I had to spend some time learning the culture and the lingo in order to navigate this new-for-me dating arena.

After twelve months or so of some amazing experiences, I wrote about my journey because through the unintended consequences of online dating I learned some interesting things about myself which I am still exploring and pondering.

My number one awareness:

Who I am spiritually is integrated with who I am sexually.

Maybe it’s because I’ve spent much of my last thirty years, exploring and creating and understanding who I am in the midst of my spiritual journey.

However, this journey is my life, and thus, it stands to reason that any experience I have will be part of my spiritual being.

It’s just that my inner direction of “start dating” didn’t, at first, sound spiritual.

But then, my journey to my sexy red dress didn’t at first seem spiritual either.

Yet the experience of dating brought to me a deeper awareness of my spiritual side while I processed my experience through the entire lens of my life which includes the spiritual as well as the physical, emotional, and mental.

The following piece is something I wrote back then and describes the beginning of my awareness of sacred relationship. In simple terms, sacred relationship engages all levels of being, body, mind, heart, and soul.

When sacred relationship is held within the romantic, sex and all forms of touch as connection are part of the expression on all levels.

Though, for me, touch is not limited to the romantic relationship.

Experienced in this way, sacred relationship brings me into the awareness of my connection and my expression of the divine.

Me as divine. 


Goddess Emerging

As I think back on the last twelve months of my life, I am struck by what has emerged within me. 

I am me, the me which has been since the day I was born. 

And from my now eyes I see, even feel, myself over the years fading in and out. 

The fade outs were times when I felt lost or unaware of the turmoil or denial within. 

The fade ins, really the shining forth moments, were times when I felt truly alive, balanced, happy, able to attend to challenge, able to face uncertainty with equanimity. 

The last year has definitely been a year of shiny emergence at a level which is different than ever before.

I spent my twenties learning to be an individual in the world. 

I spent my thirties figuring out how to be wife and mother. 

In my forties, I spent most of my time learning who I am as a spiritual being. 

And thus far in my fifties, I am coming back to myself physically, allowing the athlete in me to emerge for the first time in my life. 

In this context, I see the last year as a time of integration across all levels physical, emotional, intellectual and spiritual which has happened within a deep process I call Goddess Emergence. 

Let me explain.

When men meet women and women meet men, especially in the social context of dating, there is one unavoidable topic: sex. 

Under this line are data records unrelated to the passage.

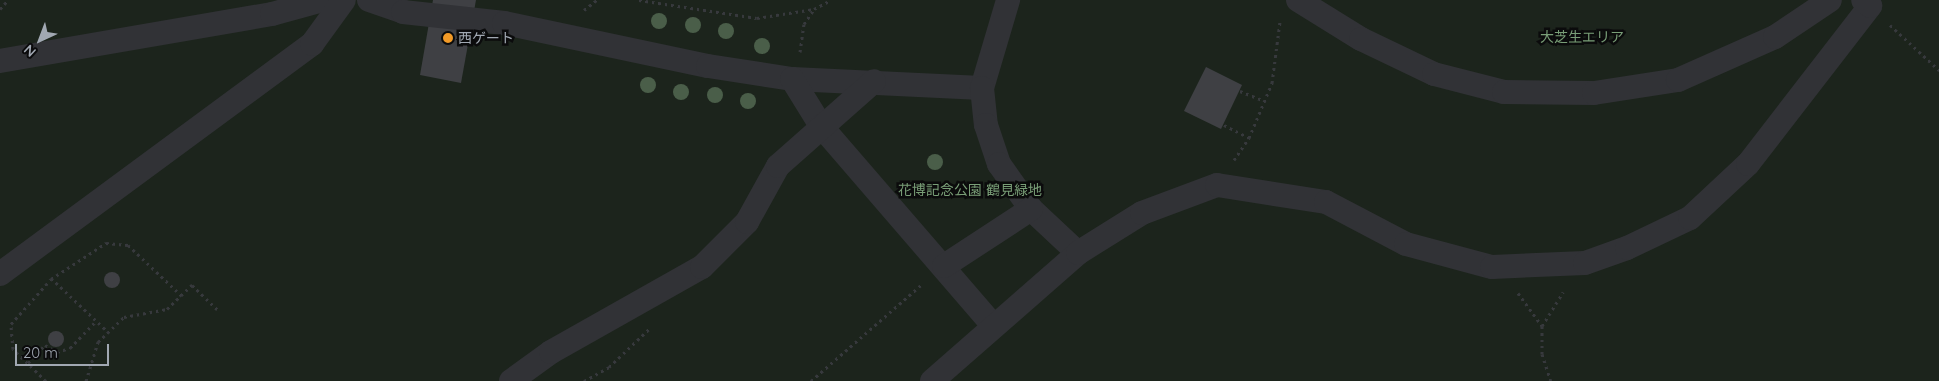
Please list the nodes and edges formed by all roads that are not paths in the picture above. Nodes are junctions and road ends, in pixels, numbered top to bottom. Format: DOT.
graph roads {
  1 [pos="323,0"];
  2 [pos="344,0"];
  3 [pos="369,0"];
  4 [pos="1008,0"];
  5 [pos="1298,0"];
  6 [pos="1830,0"];
  7 [pos="1866,3"];
  8 [pos="0,61"];
  9 [pos="792,78"];
  10 [pos="874,81"];
  11 [pos="982,88"];
  12 [pos="821,126"];
  13 [pos="1031,209"];
  14 [pos="1078,253"];
  15 [pos="944,266"];
  16 [pos="0,274"];
  17 [pos="992,324"];
  18 [pos="511,381"];
  19 [pos="932,381"];
  1 -- 8 [label="street"];
  2 -- 16 [label="street"];
  3 -- 9 [label="street"];
  4 -- 11 [label="street"];
  5 -- 6 [label="street"];
  7 -- 14 [label="street"];
  9 -- 10 [label="street"];
  9 -- 12 [label="street"];
  10 -- 11 [label="street"];
  10 -- 12 [label="street"];
  11 -- 13 [label="street"];
  12 -- 15 [label="street"];
  12 -- 18 [label="street"];
  13 -- 14 [label="street"];
  13 -- 15 [label="street"];
  14 -- 17 [label="street"];
  15 -- 17 [label="street"];
  17 -- 19 [label="street"];
}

No matter what is or isn’t said, sex is that activity which is danced around in a variety of ways from pathetic to lurid, from humorous to ignorant, from casual to serious. 

Whether I pretend to think otherwise, on every date I have had in the last year, I was being evaluated as a potential bedroom partner. 

And in all honesty, I was making the same evaluation of him. 

Did he turn me on?  What would his lips feel like? 

Would he, could he be the kind of lover I wanted? 

Of course, I thought this. 

I want a relationship with a man which functions and evolves on all levels, spiritual, emotional, intellectual and physical. 

I don’t want one-sided or almost there. 

I want it all and I want the relationship to be integrated – meaning I want all levels to work together, to create an experience greater than the sum of all of our parts.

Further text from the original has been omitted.